The film released online in 2010, but received almost no attention in France. However, the director added English subtitles and released the film once more, in February this year. The film now has more than eight million views so far from around the world.

So why did this happen? Though the film has been a huge success outside France, with a growing number of viewers, the small French audience for the same highlights the fact that sexism is still deeply routed in the country, according to Pourriat.

The short film centres around Pierre, a slightly plump “house-husband”. He is shown in a series of montages, as he gets the basic chores done. Certain insertions are bound to hit the viewer hard, like the women who jog bare-chested. Then the man is rudely spoken to by a female tramp while he waits at a signal with his cycle.

After this, he is confronted by a group of women who molest him. The man, now shaken, goes to the police station where he sees that all the staff is female. The female officer asks him why there were no witnesses to the act. Frustrated, the man then meets his wife, who was late because she was in a meeting. Later, she tells him that he should have expected to get molested, because he was wearing shorts and flip-flops.

‘Majorité Opprimée’ is Pourriat’s first short film.

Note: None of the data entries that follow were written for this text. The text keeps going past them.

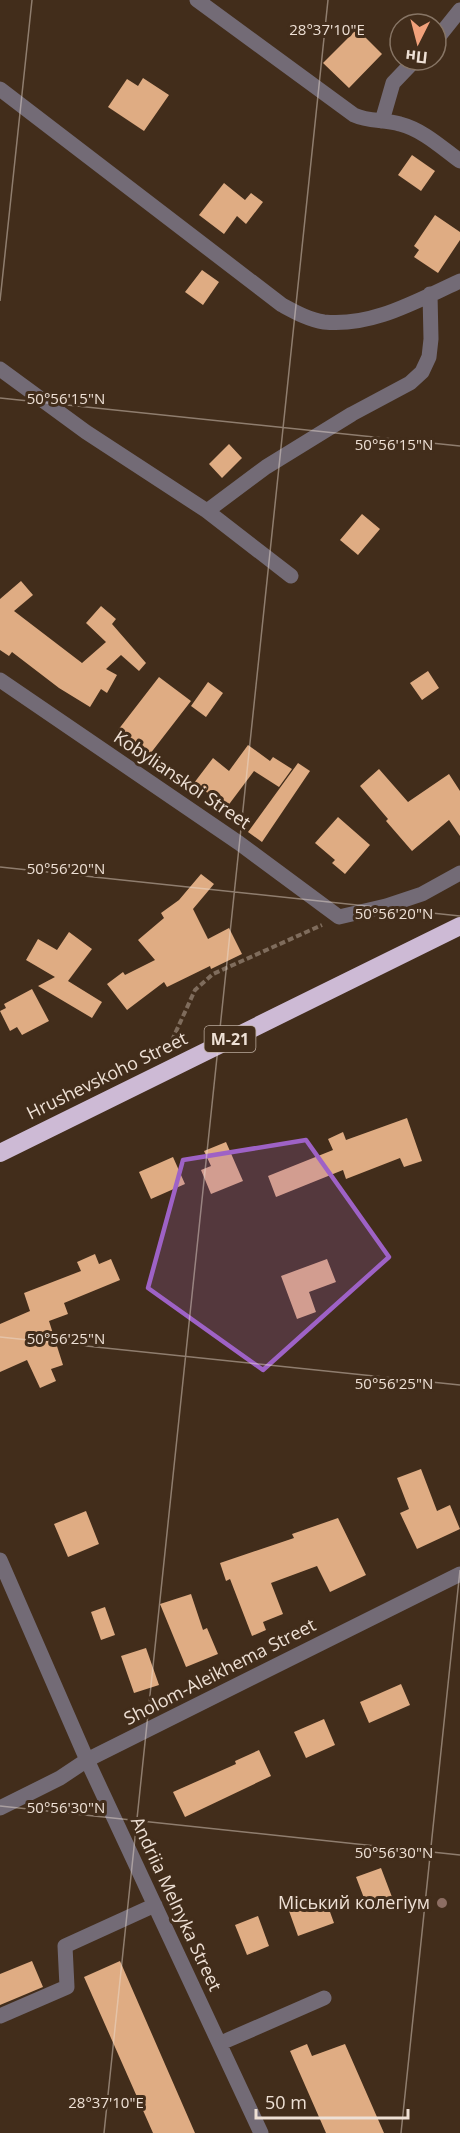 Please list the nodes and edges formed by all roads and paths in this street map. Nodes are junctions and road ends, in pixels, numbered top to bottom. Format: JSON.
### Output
{"nodes":[{"id":1,"x":197,"y":0,"type":"edge"},
{"id":2,"x":460,"y":10,"type":"edge"},
{"id":3,"x":448,"y":25,"type":"edge"},
{"id":4,"x":404,"y":72,"type":"edge"},
{"id":5,"x":0,"y":89,"type":"edge"},
{"id":6,"x":382,"y":121,"type":"junction"},
{"id":7,"x":460,"y":161,"type":"edge"},
{"id":8,"x":460,"y":280,"type":"edge"},
{"id":9,"x":430,"y":294,"type":"junction"},
{"id":10,"x":0,"y":369,"type":"edge"},
{"id":11,"x":207,"y":511,"type":"junction"},
{"id":12,"x":291,"y":576,"type":"dead end"},
{"id":13,"x":0,"y":680,"type":"edge"},
{"id":14,"x":460,"y":873,"type":"edge"},
{"id":15,"x":339,"y":917,"type":"junction"},
{"id":16,"x":460,"y":926,"type":"edge"},
{"id":17,"x":163,"y":1072,"type":"junction"},
{"id":18,"x":0,"y":1153,"type":"edge"},
{"id":19,"x":0,"y":1560,"type":"edge"},
{"id":20,"x":460,"y":1574,"type":"edge"},
{"id":21,"x":87,"y":1760,"type":"junction"},
{"id":22,"x":0,"y":1808,"type":"edge"},
{"id":23,"x":154,"y":1905,"type":"junction"},
{"id":24,"x":324,"y":1998,"type":"dead end"},
{"id":25,"x":0,"y":2016,"type":"edge"},
{"id":26,"x":221,"y":2043,"type":"junction"},
{"id":27,"x":261,"y":2133,"type":"edge"}],
"edges":[{"from":1,"to":6,"type":"street"},
{"from":2,"to":3,"type":"street"},
{"from":4,"to":6,"type":"street"},
{"from":5,"to":9,"type":"street"},
{"from":6,"to":7,"type":"street"},
{"from":8,"to":9,"type":"street"},
{"from":9,"to":11,"type":"street"},
{"from":10,"to":11,"type":"street"},
{"from":11,"to":12,"type":"street"},
{"from":13,"to":15,"type":"street","name":"Kobylianskoi Street"},
{"from":14,"to":15,"type":"street"},
{"from":15,"to":17,"type":"path"},
{"from":16,"to":17,"type":"highway","name":"Hrushevskoho Street","number":"М-21"},
{"from":17,"to":18,"type":"highway","name":"Hrushevskoho Street","number":"М-21"},
{"from":19,"to":21,"type":"street","name":"Andriia Melnyka Street"},
{"from":20,"to":21,"type":"street","name":"Sholom-Aleikhema Street"},
{"from":21,"to":22,"type":"street","name":"Sholom-Aleikhema Street"},
{"from":21,"to":23,"type":"street","name":"Andriia Melnyka Street"},
{"from":23,"to":25,"type":"street"},
{"from":23,"to":26,"type":"street","name":"Andriia Melnyka Street"},
{"from":24,"to":26,"type":"street"},
{"from":26,"to":27,"type":"street","name":"Andriia Melnyka Street"}]}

So what persuaded her to make it? Pourriat says that though she was raised with the idea that men and women were equal, she realized it was not so after growing up. She added that when she created the film, people in France did not give her or her film any importance, because nothing seemed to be at stake.

Besides this, the director had a personal motivation for making the film: her daughter. She said that adolescent girls were vulnerable to peer pressure by their male counterparts.

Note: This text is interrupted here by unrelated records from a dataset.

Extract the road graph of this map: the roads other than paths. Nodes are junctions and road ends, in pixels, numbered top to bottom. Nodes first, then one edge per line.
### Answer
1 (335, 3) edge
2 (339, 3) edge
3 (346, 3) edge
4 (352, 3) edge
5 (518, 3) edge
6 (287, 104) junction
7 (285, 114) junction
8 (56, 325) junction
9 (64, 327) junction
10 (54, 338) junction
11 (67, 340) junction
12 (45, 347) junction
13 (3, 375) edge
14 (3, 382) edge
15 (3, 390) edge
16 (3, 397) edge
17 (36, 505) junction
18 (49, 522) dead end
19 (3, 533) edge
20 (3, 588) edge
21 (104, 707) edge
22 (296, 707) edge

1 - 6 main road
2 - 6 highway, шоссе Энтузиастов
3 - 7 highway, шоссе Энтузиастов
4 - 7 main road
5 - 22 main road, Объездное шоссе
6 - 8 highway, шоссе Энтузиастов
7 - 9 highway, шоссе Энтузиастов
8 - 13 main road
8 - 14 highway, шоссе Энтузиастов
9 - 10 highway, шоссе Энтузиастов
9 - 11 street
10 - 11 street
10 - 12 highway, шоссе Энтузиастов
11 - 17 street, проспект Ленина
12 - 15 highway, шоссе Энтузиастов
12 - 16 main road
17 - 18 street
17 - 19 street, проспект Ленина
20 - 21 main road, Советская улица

Many feminists in France, who viewed the film, said that the country was under male domination. This is why the film attempted to force men to put themselves in the woman’s position.

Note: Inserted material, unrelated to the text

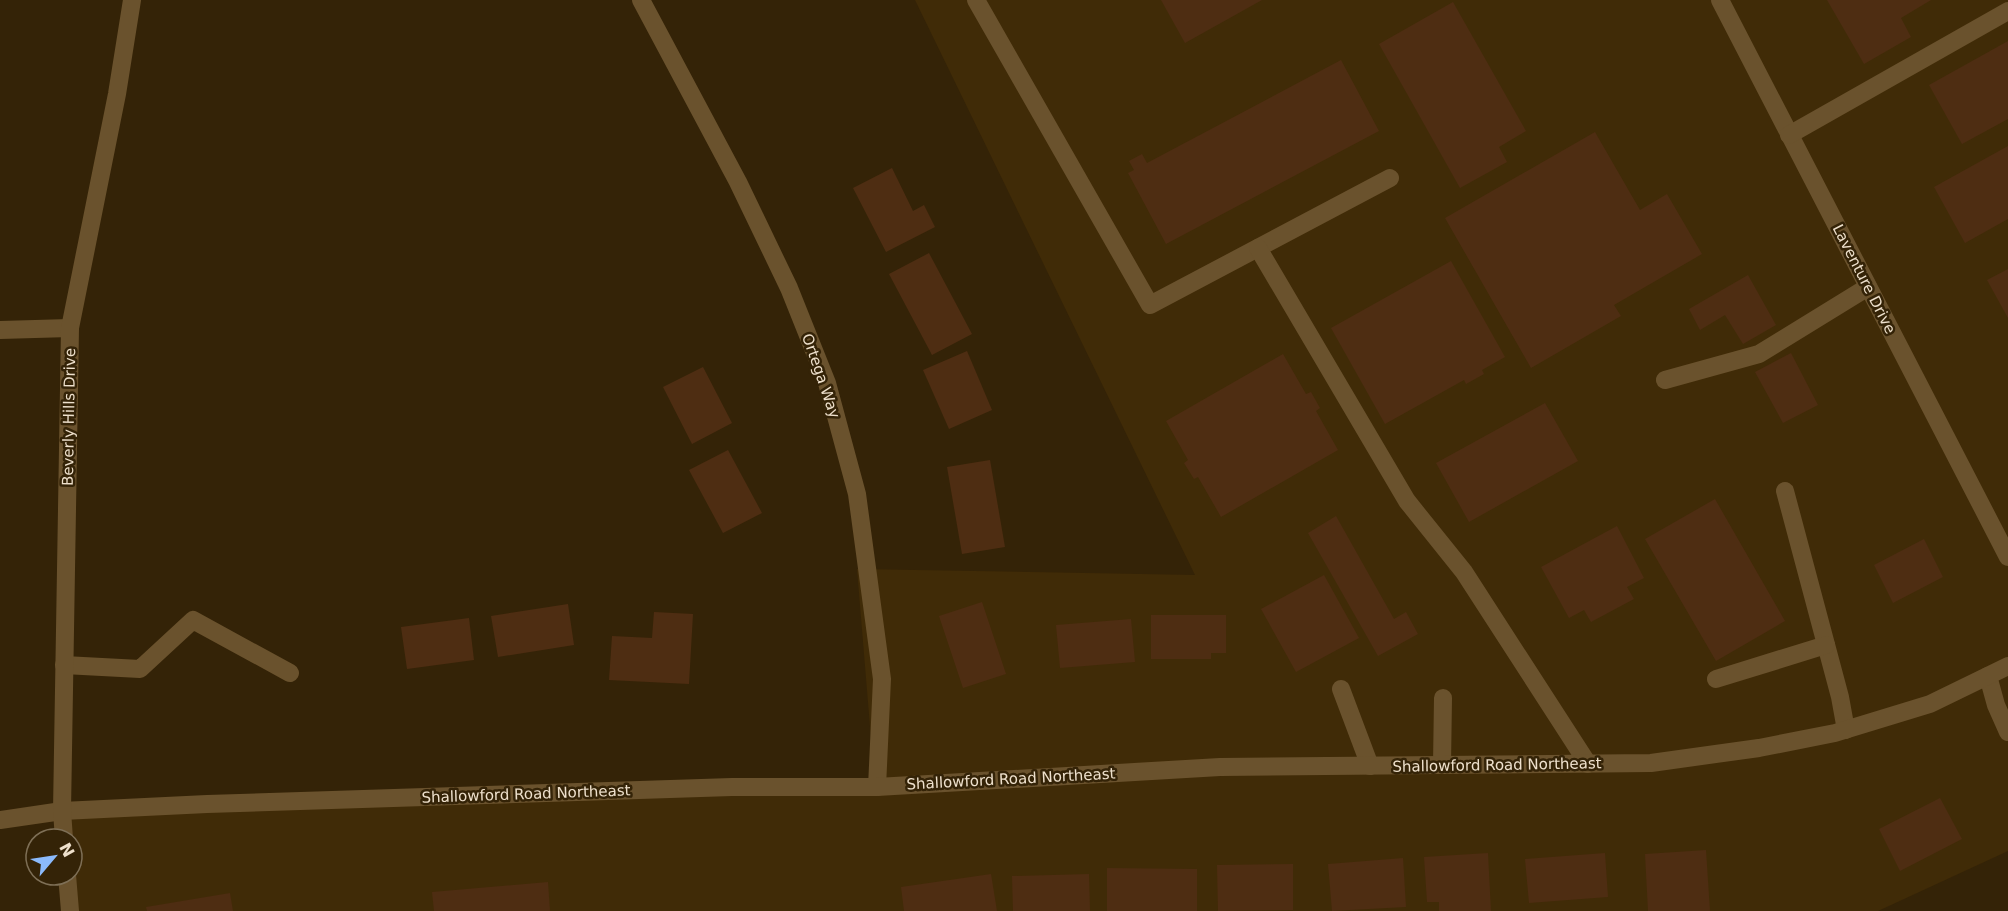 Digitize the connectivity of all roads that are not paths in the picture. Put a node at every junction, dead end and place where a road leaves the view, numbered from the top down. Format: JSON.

Despite the rave reviews that the film receives (and continues to), it certainly has its share of critics from both genders. People criticized the fact that the man in the movie was constantly falling victim to something or the other.

Another criticism was for a scene where the babysitter, who is Muslim, is shown to wear a veil at the request of his wife. Critics said that this gave viewers a false impression of veiled women being submissive.

In defence of the film, Pourriat said that when women faced problems, it was not simply because they belonged to a certain faith – it was because they were women.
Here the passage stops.